◆ TASK BRIEF
Write out the complete data exactly as written.

◆ SUPPLIED RECORDS
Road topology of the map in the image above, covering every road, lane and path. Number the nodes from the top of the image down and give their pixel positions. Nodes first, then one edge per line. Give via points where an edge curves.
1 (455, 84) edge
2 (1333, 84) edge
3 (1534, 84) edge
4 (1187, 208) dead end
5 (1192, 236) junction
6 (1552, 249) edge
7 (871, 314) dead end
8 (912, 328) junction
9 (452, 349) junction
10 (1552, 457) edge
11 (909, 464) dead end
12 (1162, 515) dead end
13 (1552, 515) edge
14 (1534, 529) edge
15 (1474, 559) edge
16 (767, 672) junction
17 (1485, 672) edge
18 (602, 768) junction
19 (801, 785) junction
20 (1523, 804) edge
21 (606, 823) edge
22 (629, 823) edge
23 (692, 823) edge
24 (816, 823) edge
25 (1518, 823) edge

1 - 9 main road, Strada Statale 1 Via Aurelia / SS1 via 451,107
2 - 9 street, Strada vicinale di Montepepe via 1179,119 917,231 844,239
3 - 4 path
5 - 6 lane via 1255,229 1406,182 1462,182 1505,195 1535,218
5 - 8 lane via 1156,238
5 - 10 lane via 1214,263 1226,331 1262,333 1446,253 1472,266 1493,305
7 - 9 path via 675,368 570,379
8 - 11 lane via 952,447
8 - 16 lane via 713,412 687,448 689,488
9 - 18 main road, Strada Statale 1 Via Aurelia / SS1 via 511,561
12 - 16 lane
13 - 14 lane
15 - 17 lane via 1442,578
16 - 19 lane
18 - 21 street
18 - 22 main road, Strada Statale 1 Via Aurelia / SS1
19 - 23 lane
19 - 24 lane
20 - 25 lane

◆ SOLUTION
Road topology of the map in the image above, covering every road, lane and path. Number the nodes from the top of the image down and give their pixel positions. Nodes first, then one edge per line. Give via points where an edge curves.
1 (455, 84) edge
2 (1333, 84) edge
3 (1534, 84) edge
4 (1187, 208) dead end
5 (1192, 236) junction
6 (1552, 249) edge
7 (871, 314) dead end
8 (912, 328) junction
9 (452, 349) junction
10 (1552, 457) edge
11 (909, 464) dead end
12 (1162, 515) dead end
13 (1552, 515) edge
14 (1534, 529) edge
15 (1474, 559) edge
16 (767, 672) junction
17 (1485, 672) edge
18 (602, 768) junction
19 (801, 785) junction
20 (1523, 804) edge
21 (606, 823) edge
22 (629, 823) edge
23 (692, 823) edge
24 (816, 823) edge
25 (1518, 823) edge

1 - 9 main road, Strada Statale 1 Via Aurelia / SS1 via 451,107
2 - 9 street, Strada vicinale di Montepepe via 1179,119 917,231 844,239
3 - 4 path
5 - 6 lane via 1255,229 1406,182 1462,182 1505,195 1535,218
5 - 8 lane via 1156,238
5 - 10 lane via 1214,263 1226,331 1262,333 1446,253 1472,266 1493,305
7 - 9 path via 675,368 570,379
8 - 11 lane via 952,447
8 - 16 lane via 713,412 687,448 689,488
9 - 18 main road, Strada Statale 1 Via Aurelia / SS1 via 511,561
12 - 16 lane
13 - 14 lane
15 - 17 lane via 1442,578
16 - 19 lane
18 - 21 street
18 - 22 main road, Strada Statale 1 Via Aurelia / SS1
19 - 23 lane
19 - 24 lane
20 - 25 lane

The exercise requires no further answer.